Ich versuche, den Frauen Anfang zwanzig einen strengen Blick zuzuwerfen, denn ich mache immer mehr Zugeständnisse, was die Bequemlichkeit angeht, dabei bin ich die größte (und vermutlich auch schwerste) Person in dieser Viererkonstellation. Und überhaupt: Ich saß ZUERST hier!
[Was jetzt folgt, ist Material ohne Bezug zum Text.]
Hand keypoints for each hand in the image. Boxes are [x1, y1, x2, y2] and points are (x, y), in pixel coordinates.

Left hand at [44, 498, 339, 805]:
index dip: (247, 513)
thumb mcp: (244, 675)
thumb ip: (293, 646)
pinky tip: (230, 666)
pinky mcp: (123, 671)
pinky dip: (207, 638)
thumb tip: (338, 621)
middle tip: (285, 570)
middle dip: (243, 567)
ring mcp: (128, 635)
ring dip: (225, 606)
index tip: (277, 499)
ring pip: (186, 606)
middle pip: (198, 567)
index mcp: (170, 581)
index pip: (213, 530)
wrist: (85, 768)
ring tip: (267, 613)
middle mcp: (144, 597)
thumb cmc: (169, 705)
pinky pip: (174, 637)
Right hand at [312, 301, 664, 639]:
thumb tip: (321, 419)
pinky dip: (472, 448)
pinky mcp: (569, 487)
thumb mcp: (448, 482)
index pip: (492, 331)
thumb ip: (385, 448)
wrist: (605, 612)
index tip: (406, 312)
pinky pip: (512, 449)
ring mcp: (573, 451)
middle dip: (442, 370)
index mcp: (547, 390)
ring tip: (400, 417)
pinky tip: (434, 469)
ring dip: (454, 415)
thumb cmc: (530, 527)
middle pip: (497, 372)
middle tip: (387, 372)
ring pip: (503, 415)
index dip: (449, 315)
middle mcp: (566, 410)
Innerlich grummele ich über den zunehmenden Egoismus in unserer Gesellschaft. Nimmt denn niemand mehr Rücksicht auf den anderen? Die Pumps der Frau gegenüber machen es sich auf meinen Boots bequem. Die stark geschminkte und mit dem Glätteisen bearbeitete Dame interessiert sich nicht für mich und mein Wohlbefinden, sie hat mit ihrer Freundin etwas Wichtiges zu bereden.
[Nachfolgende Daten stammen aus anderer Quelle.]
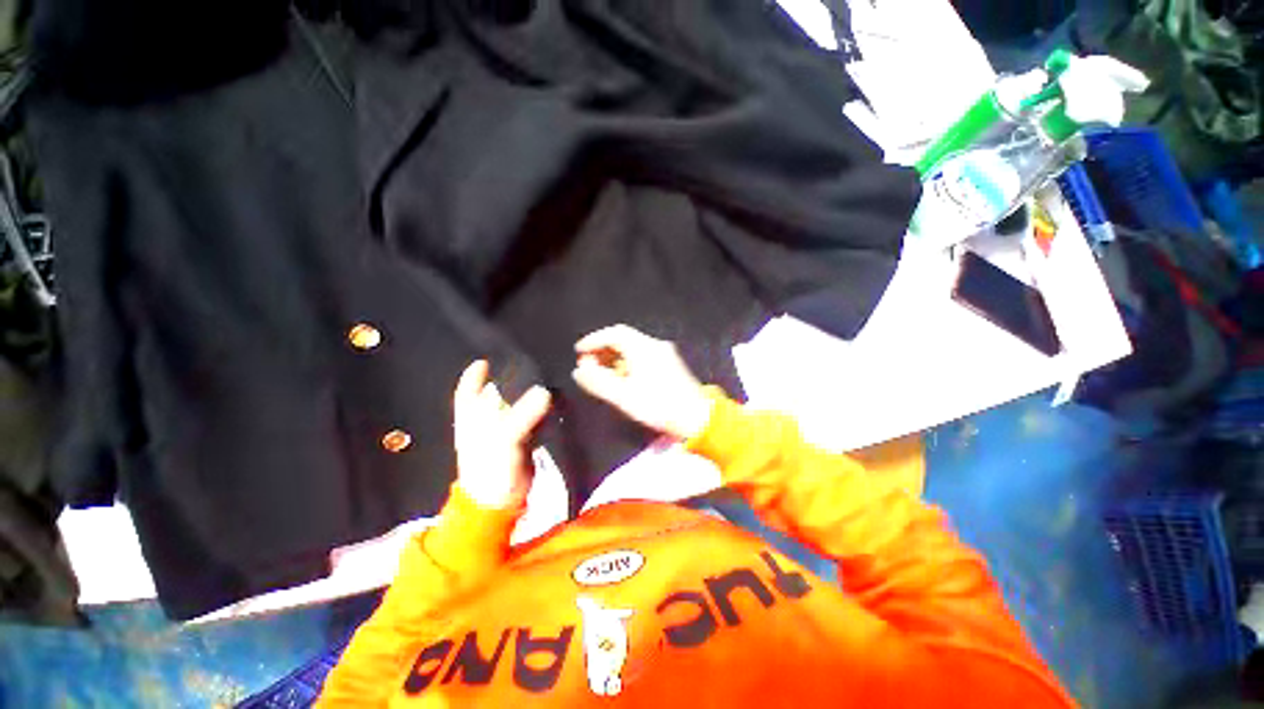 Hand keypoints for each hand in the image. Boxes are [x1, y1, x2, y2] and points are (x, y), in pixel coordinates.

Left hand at [453, 360, 551, 508]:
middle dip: (508, 380)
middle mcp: (486, 422)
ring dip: (525, 394)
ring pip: (514, 406)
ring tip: (544, 376)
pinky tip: (551, 400)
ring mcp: (504, 432)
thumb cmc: (490, 469)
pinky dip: (538, 410)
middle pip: (495, 394)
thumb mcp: (503, 438)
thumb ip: (522, 414)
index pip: (468, 392)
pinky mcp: (522, 441)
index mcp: (472, 419)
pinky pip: (530, 419)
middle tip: (528, 362)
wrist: (500, 503)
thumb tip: (544, 391)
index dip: (474, 376)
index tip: (484, 360)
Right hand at [572, 325, 712, 439]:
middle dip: (602, 349)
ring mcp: (664, 354)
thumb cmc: (659, 406)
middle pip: (623, 339)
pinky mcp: (669, 364)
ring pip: (632, 348)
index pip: (614, 333)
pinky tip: (619, 378)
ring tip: (599, 373)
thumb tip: (579, 371)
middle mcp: (654, 346)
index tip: (579, 352)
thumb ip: (598, 382)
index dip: (594, 340)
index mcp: (644, 348)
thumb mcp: (624, 396)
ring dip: (613, 357)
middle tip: (587, 364)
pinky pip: (641, 356)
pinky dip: (626, 363)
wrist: (697, 417)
"Deine Nägel sehen total schön aus!" ruft sie begeistert. Meine Neugier zwingt mich kurz herüberzuschielen, und ich schaue auf künstliche Fingernägel, die mit unterschiedlichen Mustern und Farben bepinselt sind. "Nee, ich bin total nicht zufrieden. Ich habe der gesagt, dass ich mehr gold drauf haben will." Ich blicke kurz auf meine Nägel, die normalerweise hübsch aussehen und in natürlichen Rosétönen lackiert sind. Gestern habe ich aber mit Scheuermittel und ohne Handschuhe das Bad geputzt. Naja.
Ich versuche mich, auf den Inhalt des von mir sehr geschätzten Bahnmagazins mobil zu konzentrieren, was mir erstens nicht gelingt, weil ich vom Titel mit Florian David Fitz davon abgehalten werde, die Zeitschrift überhaupt erst zu öffnen.
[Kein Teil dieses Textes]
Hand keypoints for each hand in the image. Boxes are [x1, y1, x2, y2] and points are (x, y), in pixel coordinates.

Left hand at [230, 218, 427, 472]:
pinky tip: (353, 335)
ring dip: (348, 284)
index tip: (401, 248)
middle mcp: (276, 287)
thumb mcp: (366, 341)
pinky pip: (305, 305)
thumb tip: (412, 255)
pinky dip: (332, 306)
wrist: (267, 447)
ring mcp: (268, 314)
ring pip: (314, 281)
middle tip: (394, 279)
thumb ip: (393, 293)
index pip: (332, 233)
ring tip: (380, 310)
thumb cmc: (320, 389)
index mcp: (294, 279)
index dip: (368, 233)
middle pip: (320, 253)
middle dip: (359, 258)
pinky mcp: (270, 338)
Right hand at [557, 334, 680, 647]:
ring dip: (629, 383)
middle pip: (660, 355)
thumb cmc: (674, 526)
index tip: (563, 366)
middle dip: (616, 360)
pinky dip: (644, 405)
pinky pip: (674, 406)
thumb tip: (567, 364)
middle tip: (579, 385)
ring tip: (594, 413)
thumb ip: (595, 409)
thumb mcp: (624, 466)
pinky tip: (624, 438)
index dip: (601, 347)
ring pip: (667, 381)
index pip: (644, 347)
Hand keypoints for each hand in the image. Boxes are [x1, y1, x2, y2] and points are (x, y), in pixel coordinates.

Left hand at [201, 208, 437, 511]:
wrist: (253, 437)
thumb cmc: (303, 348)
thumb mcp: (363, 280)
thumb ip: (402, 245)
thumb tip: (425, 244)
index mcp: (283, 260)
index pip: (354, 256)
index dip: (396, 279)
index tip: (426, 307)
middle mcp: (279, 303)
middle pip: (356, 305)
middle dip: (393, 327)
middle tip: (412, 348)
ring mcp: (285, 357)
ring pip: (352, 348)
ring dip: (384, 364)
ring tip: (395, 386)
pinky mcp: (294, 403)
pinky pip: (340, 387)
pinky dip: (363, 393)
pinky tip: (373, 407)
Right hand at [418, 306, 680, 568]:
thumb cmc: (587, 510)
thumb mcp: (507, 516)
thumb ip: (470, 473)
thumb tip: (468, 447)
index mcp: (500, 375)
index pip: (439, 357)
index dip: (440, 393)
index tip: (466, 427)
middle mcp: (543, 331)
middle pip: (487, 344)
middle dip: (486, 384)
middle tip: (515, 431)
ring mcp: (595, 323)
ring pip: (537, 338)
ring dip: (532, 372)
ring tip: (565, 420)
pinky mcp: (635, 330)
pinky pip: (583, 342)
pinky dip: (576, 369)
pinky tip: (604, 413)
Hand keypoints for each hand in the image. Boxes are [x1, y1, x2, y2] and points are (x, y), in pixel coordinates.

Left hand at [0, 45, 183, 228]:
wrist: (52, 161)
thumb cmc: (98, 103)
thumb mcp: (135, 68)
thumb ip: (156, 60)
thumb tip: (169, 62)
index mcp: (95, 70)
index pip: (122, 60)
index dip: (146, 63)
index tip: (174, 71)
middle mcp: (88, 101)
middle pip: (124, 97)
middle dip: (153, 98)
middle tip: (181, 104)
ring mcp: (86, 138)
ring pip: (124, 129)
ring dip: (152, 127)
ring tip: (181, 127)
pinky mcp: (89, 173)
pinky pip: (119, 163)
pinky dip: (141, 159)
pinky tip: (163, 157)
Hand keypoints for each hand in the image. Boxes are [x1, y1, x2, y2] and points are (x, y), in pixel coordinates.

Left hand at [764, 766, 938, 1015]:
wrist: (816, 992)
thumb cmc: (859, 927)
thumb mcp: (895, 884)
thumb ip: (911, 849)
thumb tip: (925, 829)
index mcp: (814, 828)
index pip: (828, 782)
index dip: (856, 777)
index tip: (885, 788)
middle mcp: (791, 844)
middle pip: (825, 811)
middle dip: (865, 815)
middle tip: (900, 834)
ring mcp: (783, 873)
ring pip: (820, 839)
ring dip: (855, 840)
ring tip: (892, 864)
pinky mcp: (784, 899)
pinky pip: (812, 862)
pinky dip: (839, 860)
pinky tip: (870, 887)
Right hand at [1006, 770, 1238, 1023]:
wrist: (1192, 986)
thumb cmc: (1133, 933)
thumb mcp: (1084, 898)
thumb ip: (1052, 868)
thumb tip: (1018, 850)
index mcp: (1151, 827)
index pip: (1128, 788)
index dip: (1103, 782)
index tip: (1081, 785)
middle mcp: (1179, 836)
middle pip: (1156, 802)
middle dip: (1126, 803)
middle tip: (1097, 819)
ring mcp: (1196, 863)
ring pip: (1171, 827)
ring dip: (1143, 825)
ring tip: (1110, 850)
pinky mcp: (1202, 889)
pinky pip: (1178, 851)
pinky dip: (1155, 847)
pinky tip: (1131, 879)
Was genau ist hier mit "alles" gemeint? |
Zweitens muss ich mir die Mädchen, die mir gegenüber sitzen, genauer begucken. Sie tragen ihr Haar perfekt frisiert, beide ein professionelles Make Up, sehr enge und kurze Röcke und figurbetonende Blusen. Die aus meiner Sicht attraktivere von beiden hat kilometerlange Wimpern, die sogar echt sind oder aus Nerz, ein bildhübsches Gesicht und sehr stramme Oberschenkel, das kennt man ja. Fast bin ich geneigt, meiner Kommentiersucht zu frönen und etwas wie "Holla, Sie trauen sich was!" von mir zu geben. Stattdessen schaue ich auf meine Oberschenkel, die ebenfalls stramm in einer uralten Jeans stecken, und lausche einem Dialog aufstrebender Karrierefrauen, denen ihre Optik nicht einerlei ist.
"Wenn ich gewusst hätte, dass ich dieses Kleid anziehe, hätte ich meine schönen Ohrringe getragen." Zwischendurch reden sie türkisch. Leider. Wenn sich die beiden schon so breit machen und den Inder zwingen, sich quasi auf meinen Schoß zu setzen, dann darf ich wohl erwarten, dass ihr Dialog in meiner Muttersprache geführt wird. Oder meinetwegen ganz auf türkisch. Dann würde ich mein Bahnmagazin lesen, den Florian David vollsabbern und fertig.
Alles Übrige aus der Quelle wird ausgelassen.